* [PROBLEM DESCRIPTION]: Write an exact copy of the entries below that leaves out all pictures.
━━ DATASET EXCERPTS ━━
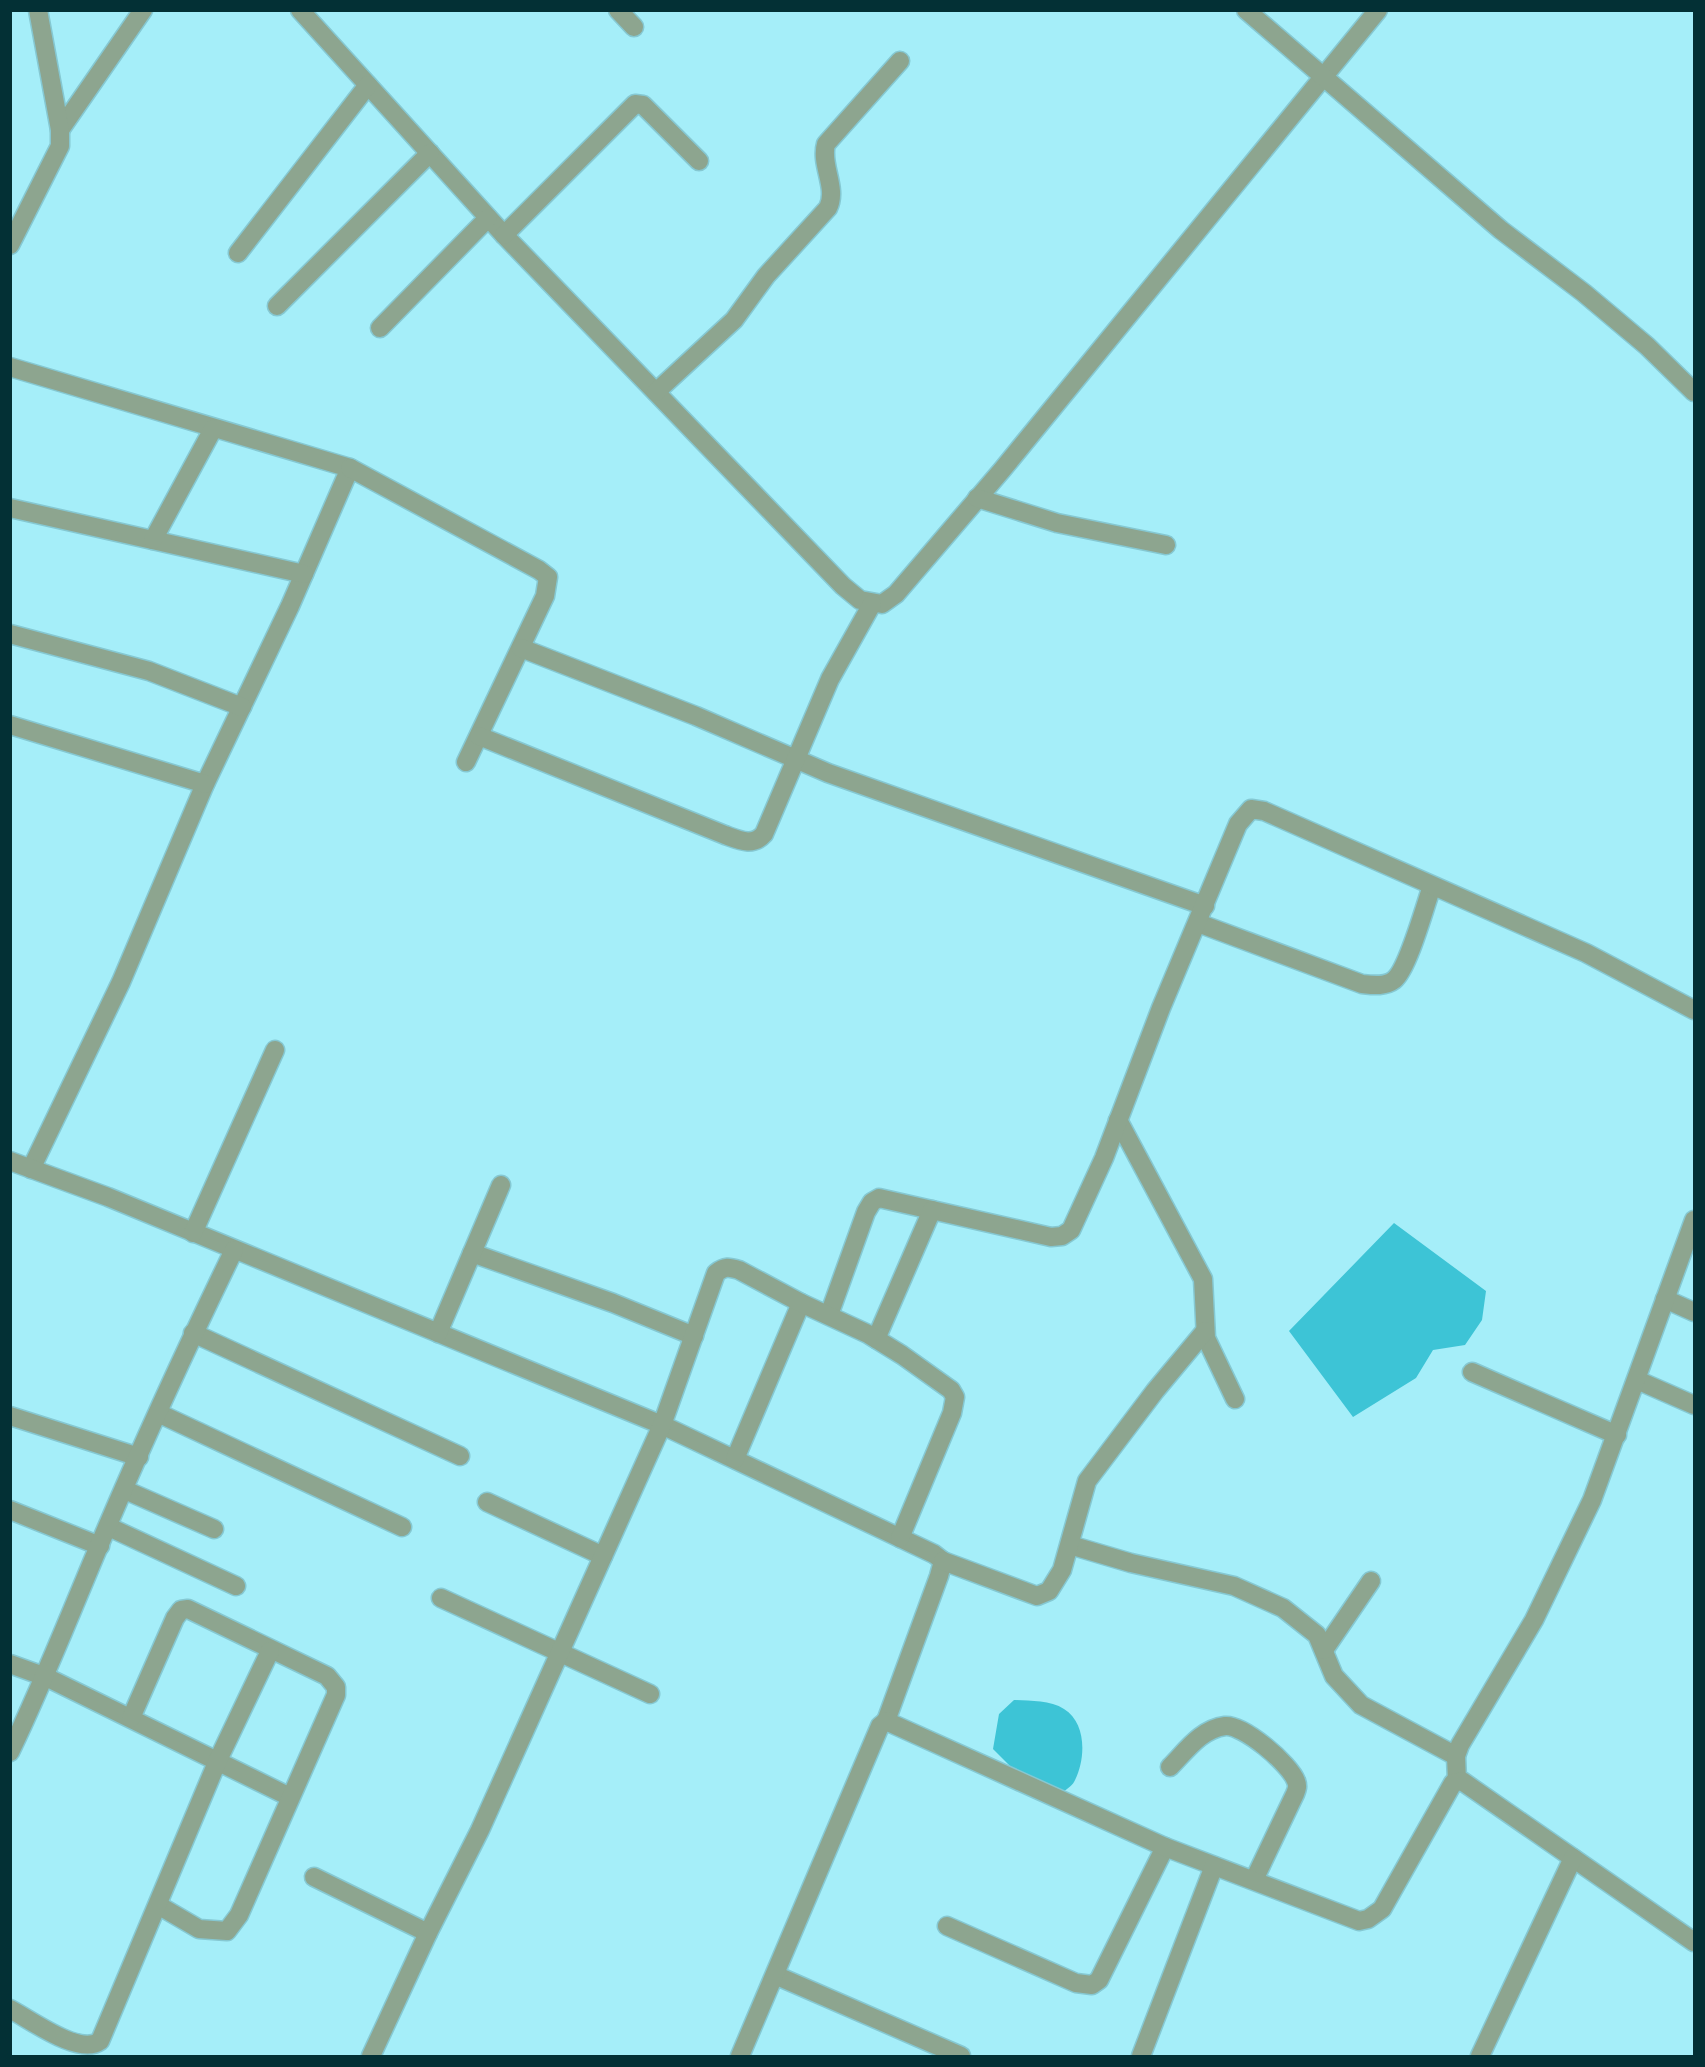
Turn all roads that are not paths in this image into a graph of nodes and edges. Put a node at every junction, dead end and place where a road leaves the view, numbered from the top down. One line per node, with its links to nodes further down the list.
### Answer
1 (38, 10): 11 (street)
2 (143, 10): 11 (street)
3 (300, 10): 10 (street)
4 (618, 10): 7 (street)
5 (1246, 10): 9 (street)
6 (1378, 10): 9 (street)
7 (634, 27)
8 (900, 62): 21 (street)
9 (1323, 77): 22 (street); 25 (street)
10 (368, 85): 12 (street); 17 (street)
11 (60, 130): 15 (street)
12 (430, 153): 14 (street); 18 (street)
13 (699, 161): 16 (street)
14 (488, 218): 16 (street); 19 (street)
15 (13, 234)
16 (504, 235): 21 (street)
17 (238, 253)
18 (277, 306)
19 (380, 328)
20 (10, 367): 23 (street)
21 (656, 392): 30 (street)
22 (1695, 392)
23 (213, 429): 24 (street); 27 (street)
24 (350, 468): 29 (street); 32 (street)
25 (976, 498): 28 (street); 30 (street)
26 (10, 508): 27 (street)
27 (153, 540): 29 (street)
28 (1166, 545)
29 (304, 574): 33 (street)
30 (872, 604): 36 (street)
31 (10, 634): 33 (street)
32 (521, 648): 35 (street); 36 (street)
33 (242, 707): 38 (street)
34 (10, 725): 38 (street)
35 (479, 736): 36 (street); 37 (street)
36 (798, 760): 40 (street)
37 (466, 762)
38 (205, 784): 45 (street)
39 (1432, 886): 40 (street); 40 (street); 41 (street)
40 (1202, 914): 43 (street)
41 (1695, 1010)
42 (275, 1050): 49 (street)
43 (1119, 1120): 47 (street); 56 (street)
44 (10, 1161): 45 (street)
45 (31, 1169): 49 (street)
46 (501, 1185): 51 (street)
47 (932, 1210): 55 (street); 60 (street)
48 (1695, 1220): 52 (street)
49 (193, 1233): 50 (street)
50 (234, 1250): 57 (street); 58 (street)
51 (472, 1253): 58 (street); 59 (street)
52 (1665, 1299): 54 (street); 62 (street)
53 (801, 1303): 55 (street); 59 (street); 71 (street)
54 (1695, 1312)
55 (829, 1315): 60 (street)
56 (1205, 1331): 63 (street); 79 (street)
57 (193, 1333): 65 (street); 69 (street)
58 (438, 1333): 67 (street)
59 (694, 1336): 67 (street)
60 (876, 1339): 78 (street)
61 (1472, 1372): 68 (street)
62 (1637, 1380): 64 (street); 68 (street)
63 (1235, 1399)
64 (1695, 1405)
65 (158, 1413): 70 (street); 76 (street)
66 (10, 1416): 70 (street)
67 (663, 1425): 71 (street); 81 (street)
68 (1617, 1435): 95 (street)
69 (460, 1456)
70 (139, 1457): 72 (street)
71 (735, 1460): 78 (street)
72 (125, 1490): 75 (street); 77 (street)
73 (487, 1502): 81 (street)
74 (10, 1510): 80 (street)
75 (109, 1527): 80 (street); 84 (street)
76 (402, 1527)
77 (214, 1530)
78 (900, 1538): 82 (street)
79 (1070, 1545): 82 (street); 86 (street)
80 (100, 1546): 90 (street)
81 (603, 1556): 88 (street)
82 (942, 1561): 93 (street)
83 (1371, 1581): 86 (street)
84 (236, 1586)
85 (441, 1598): 88 (street)
86 (1324, 1650): 95 (street)
87 (270, 1651): 92 (street); 96 (street); 99 (street)
88 (560, 1651): 91 (street); 107 (street)
89 (10, 1664): 90 (street)
90 (46, 1677): 92 (street); 94 (street)
91 (650, 1694)
92 (131, 1718): 96 (street)
93 (886, 1721): 100 (street); 109 (street)
94 (10, 1752)
95 (1456, 1756): 98 (street)
96 (218, 1760): 99 (street); 105 (street)
97 (1170, 1767): 104 (street)
98 (1457, 1780): 101 (street); 104 (street)
99 (290, 1797): 105 (street)
100 (1165, 1847): 102 (street); 106 (street)
101 (1573, 1858): 108 (street); 115 (street)
102 (1214, 1866): 104 (street); 114 (street)
103 (314, 1877): 107 (street)
104 (1254, 1880)
105 (158, 1905): 110 (street)
106 (947, 1926)
107 (428, 1933): 111 (street)
108 (1695, 1942)
109 (775, 1975): 112 (street); 113 (street)
110 (10, 2009)
111 (371, 2056)
112 (740, 2056)
113 (961, 2056)
114 (1141, 2056)
115 (1480, 2056)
━━━
* [RESPONSE AREA]:
Turn all roads that are not paths in this image into a graph of nodes and edges. Put a node at every junction, dead end and place where a road leaves the view, numbered from the top down. One line per node, with its links to nodes further down the list.
### Answer
1 (38, 10): 11 (street)
2 (143, 10): 11 (street)
3 (300, 10): 10 (street)
4 (618, 10): 7 (street)
5 (1246, 10): 9 (street)
6 (1378, 10): 9 (street)
7 (634, 27)
8 (900, 62): 21 (street)
9 (1323, 77): 22 (street); 25 (street)
10 (368, 85): 12 (street); 17 (street)
11 (60, 130): 15 (street)
12 (430, 153): 14 (street); 18 (street)
13 (699, 161): 16 (street)
14 (488, 218): 16 (street); 19 (street)
15 (13, 234)
16 (504, 235): 21 (street)
17 (238, 253)
18 (277, 306)
19 (380, 328)
20 (10, 367): 23 (street)
21 (656, 392): 30 (street)
22 (1695, 392)
23 (213, 429): 24 (street); 27 (street)
24 (350, 468): 29 (street); 32 (street)
25 (976, 498): 28 (street); 30 (street)
26 (10, 508): 27 (street)
27 (153, 540): 29 (street)
28 (1166, 545)
29 (304, 574): 33 (street)
30 (872, 604): 36 (street)
31 (10, 634): 33 (street)
32 (521, 648): 35 (street); 36 (street)
33 (242, 707): 38 (street)
34 (10, 725): 38 (street)
35 (479, 736): 36 (street); 37 (street)
36 (798, 760): 40 (street)
37 (466, 762)
38 (205, 784): 45 (street)
39 (1432, 886): 40 (street); 40 (street); 41 (street)
40 (1202, 914): 43 (street)
41 (1695, 1010)
42 (275, 1050): 49 (street)
43 (1119, 1120): 47 (street); 56 (street)
44 (10, 1161): 45 (street)
45 (31, 1169): 49 (street)
46 (501, 1185): 51 (street)
47 (932, 1210): 55 (street); 60 (street)
48 (1695, 1220): 52 (street)
49 (193, 1233): 50 (street)
50 (234, 1250): 57 (street); 58 (street)
51 (472, 1253): 58 (street); 59 (street)
52 (1665, 1299): 54 (street); 62 (street)
53 (801, 1303): 55 (street); 59 (street); 71 (street)
54 (1695, 1312)
55 (829, 1315): 60 (street)
56 (1205, 1331): 63 (street); 79 (street)
57 (193, 1333): 65 (street); 69 (street)
58 (438, 1333): 67 (street)
59 (694, 1336): 67 (street)
60 (876, 1339): 78 (street)
61 (1472, 1372): 68 (street)
62 (1637, 1380): 64 (street); 68 (street)
63 (1235, 1399)
64 (1695, 1405)
65 (158, 1413): 70 (street); 76 (street)
66 (10, 1416): 70 (street)
67 (663, 1425): 71 (street); 81 (street)
68 (1617, 1435): 95 (street)
69 (460, 1456)
70 (139, 1457): 72 (street)
71 (735, 1460): 78 (street)
72 (125, 1490): 75 (street); 77 (street)
73 (487, 1502): 81 (street)
74 (10, 1510): 80 (street)
75 (109, 1527): 80 (street); 84 (street)
76 (402, 1527)
77 (214, 1530)
78 (900, 1538): 82 (street)
79 (1070, 1545): 82 (street); 86 (street)
80 (100, 1546): 90 (street)
81 (603, 1556): 88 (street)
82 (942, 1561): 93 (street)
83 (1371, 1581): 86 (street)
84 (236, 1586)
85 (441, 1598): 88 (street)
86 (1324, 1650): 95 (street)
87 (270, 1651): 92 (street); 96 (street); 99 (street)
88 (560, 1651): 91 (street); 107 (street)
89 (10, 1664): 90 (street)
90 (46, 1677): 92 (street); 94 (street)
91 (650, 1694)
92 (131, 1718): 96 (street)
93 (886, 1721): 100 (street); 109 (street)
94 (10, 1752)
95 (1456, 1756): 98 (street)
96 (218, 1760): 99 (street); 105 (street)
97 (1170, 1767): 104 (street)
98 (1457, 1780): 101 (street); 104 (street)
99 (290, 1797): 105 (street)
100 (1165, 1847): 102 (street); 106 (street)
101 (1573, 1858): 108 (street); 115 (street)
102 (1214, 1866): 104 (street); 114 (street)
103 (314, 1877): 107 (street)
104 (1254, 1880)
105 (158, 1905): 110 (street)
106 (947, 1926)
107 (428, 1933): 111 (street)
108 (1695, 1942)
109 (775, 1975): 112 (street); 113 (street)
110 (10, 2009)
111 (371, 2056)
112 (740, 2056)
113 (961, 2056)
114 (1141, 2056)
115 (1480, 2056)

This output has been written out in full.